安保関連法は、米国やオーストラリア、インドなど共通の利益を有する友好国と安全保障のネットワークを充実させている。早速、南シナ海情勢を協議した22日の日豪外務・防衛閣僚協議(2プラス2)で、その一端が明らかになった。
中谷元(げん)防衛相が中国の人工島造成を念頭に「地域が一体となって『容認しない』と声を上げることが戦略的に重要だ」と持ちかけると、ビショップ外相は日本の安全保障関連法に強い支持を表明した。ともに米国を同盟国とする日豪の連携は、中国へのさらに強い牽制(けんせい)となる。集団的自衛権の行使を容認する安保関連法という“裏打ち”があるからこそ、日豪の連携は実効性を持つことができる。
ただ、歴代政権は集団的自衛権の行使を否定し、日本に対する侵攻が起きた場合に限って自衛隊が防衛出動する「個別的自衛権」しか認めてこなかった。
だが、個別的自衛権では埋められない「切れ目」も存在した。例えば戦地から脱出する邦人を輸送する米艦艇や、日本近海で弾道ミサイルの発射を警戒する米艦を自衛隊が防護することができない。国家の存立や国民の安全に直結する深刻な事態だが、個別的自衛権の範(はん)疇(ちゅう)では対処できない。
安倍政権は昨年7月の閣議決定で、集団的自衛権行使に関する憲法解釈を見直し、「武力行使の新3要件」を定めた。3要件のポイントは「他国が武力攻撃を受け、日本の存立が脅かされ、国民の生命、自由などが根底から覆される明白な危険がある」という場合に集団的自衛権を行使できるとしたことだ。安保関連法ではこうしたケースを「存立危機事態」と定めた。

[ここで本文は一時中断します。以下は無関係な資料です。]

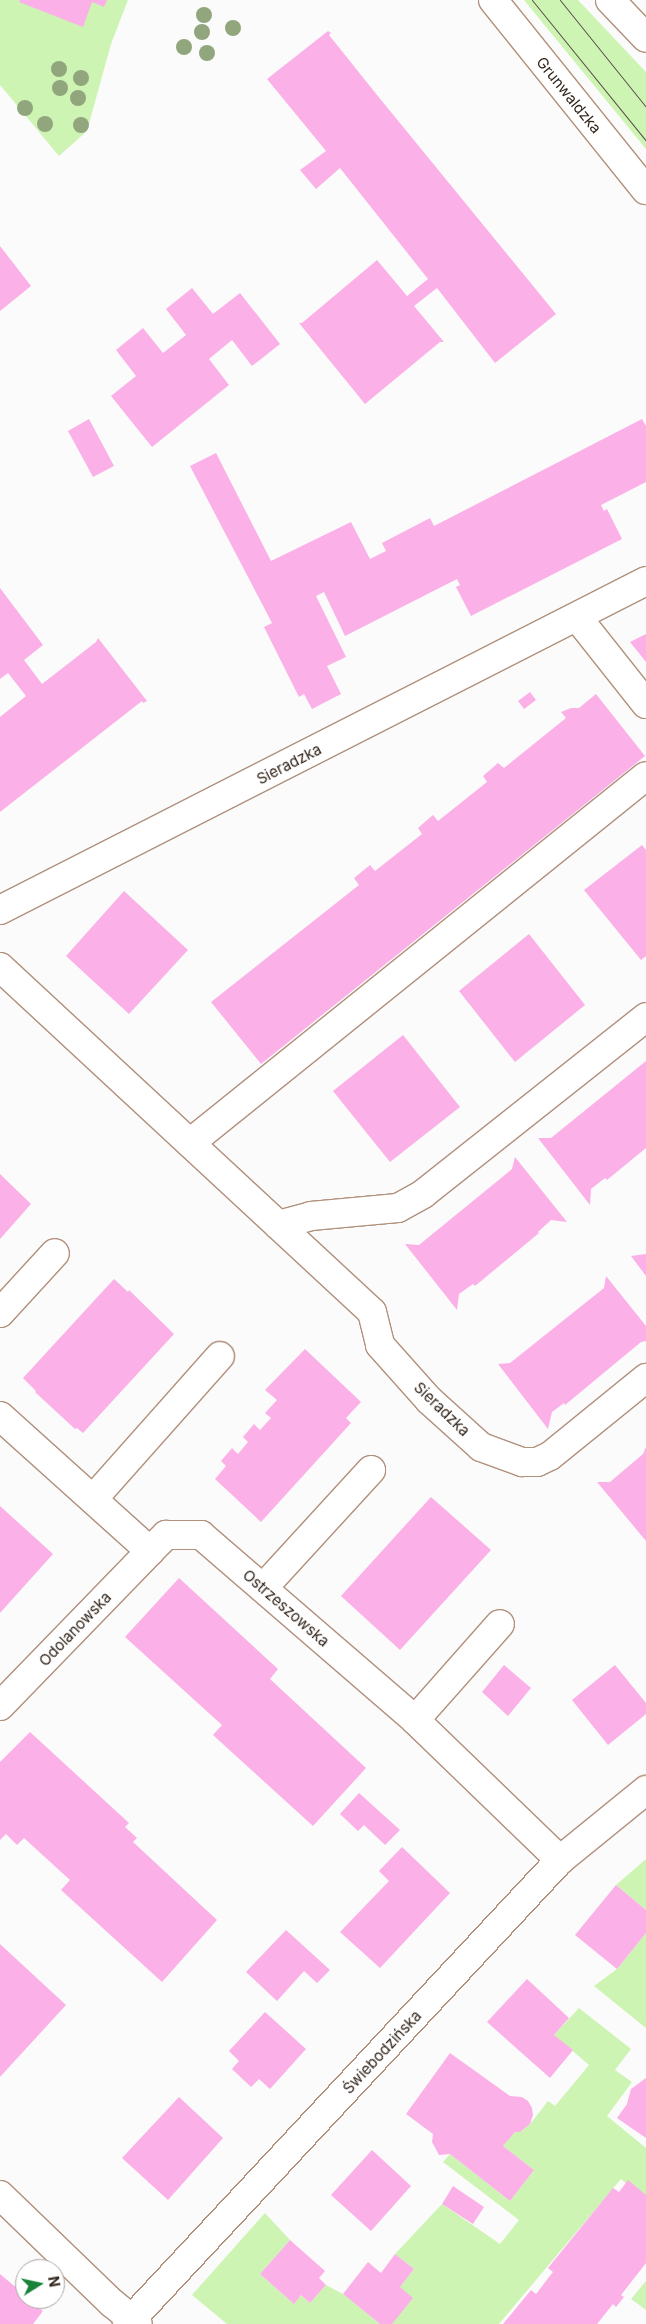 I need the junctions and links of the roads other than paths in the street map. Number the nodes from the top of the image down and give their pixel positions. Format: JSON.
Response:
{"nodes":[{"id":1,"x":493,"y":0,"type":"edge"},
{"id":2,"x":610,"y":0,"type":"edge"},
{"id":3,"x":646,"y":38,"type":"edge"},
{"id":4,"x":646,"y":190,"type":"edge"},
{"id":5,"x":646,"y":581,"type":"edge"},
{"id":6,"x":577,"y":617,"type":"junction"},
{"id":7,"x":646,"y":704,"type":"edge"},
{"id":8,"x":646,"y":776,"type":"edge"},
{"id":9,"x":0,"y":910,"type":"edge"},
{"id":10,"x":0,"y":967,"type":"edge"},
{"id":11,"x":646,"y":1017,"type":"edge"},
{"id":12,"x":190,"y":1143,"type":"junction"},
{"id":13,"x":278,"y":1225,"type":"junction"},
{"id":14,"x":55,"y":1254,"type":"dead end"},
{"id":15,"x":0,"y":1313,"type":"edge"},
{"id":16,"x":220,"y":1356,"type":"dead end"},
{"id":17,"x":646,"y":1378,"type":"edge"},
{"id":18,"x":0,"y":1416,"type":"edge"},
{"id":19,"x":371,"y":1470,"type":"dead end"},
{"id":20,"x":93,"y":1499,"type":"junction"},
{"id":21,"x":150,"y":1551,"type":"junction"},
{"id":22,"x":263,"y":1588,"type":"junction"},
{"id":23,"x":500,"y":1624,"type":"dead end"},
{"id":24,"x":0,"y":1706,"type":"edge"},
{"id":25,"x":414,"y":1720,"type":"junction"},
{"id":26,"x":646,"y":1790,"type":"edge"},
{"id":27,"x":560,"y":1860,"type":"junction"},
{"id":28,"x":0,"y":2195,"type":"edge"},
{"id":29,"x":132,"y":2322,"type":"edge"}],
"edges":[{"from":1,"to":4,"type":"street","name":"Grunwaldzka"},
{"from":2,"to":3,"type":"street"},
{"from":5,"to":6,"type":"street","name":"Sieradzka"},
{"from":6,"to":7,"type":"street"},
{"from":6,"to":9,"type":"street","name":"Sieradzka"},
{"from":8,"to":12,"type":"street"},
{"from":10,"to":12,"type":"street","name":"Sieradzka"},
{"from":11,"to":13,"type":"street"},
{"from":12,"to":13,"type":"street","name":"Sieradzka"},
{"from":13,"to":17,"type":"street","name":"Sieradzka"},
{"from":14,"to":15,"type":"street"},
{"from":16,"to":20,"type":"street"},
{"from":18,"to":20,"type":"street"},
{"from":19,"to":22,"type":"street"},
{"from":20,"to":21,"type":"street"},
{"from":21,"to":22,"type":"street","name":"Ostrzeszowska"},
{"from":21,"to":24,"type":"street","name":"Odolanowska"},
{"from":22,"to":25,"type":"street","name":"Ostrzeszowska"},
{"from":23,"to":25,"type":"street"},
{"from":25,"to":27,"type":"street","name":"Ostrzeszowska"},
{"from":26,"to":27,"type":"street","name":"Świebodzińska"},
{"from":27,"to":29,"type":"street","name":"Świebodzińska"},
{"from":28,"to":29,"type":"street"}]}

とはいえ、日本の集団的自衛権の行使対象は諸外国と異なり、他国の領土に自衛隊を派遣し、武力行使するようなフルスペック(全面行使)といわれる「他国防衛」ではなく、あくまでも「自国防衛」の目的に限定される。一方で、存立危機事態の要件に対しては、「厳格すぎる」という指摘もある。自衛隊の行動が遅れれば、より烈度の高い戦闘を強いられるばかりか、国民への悪影響も増大しかねないためだ。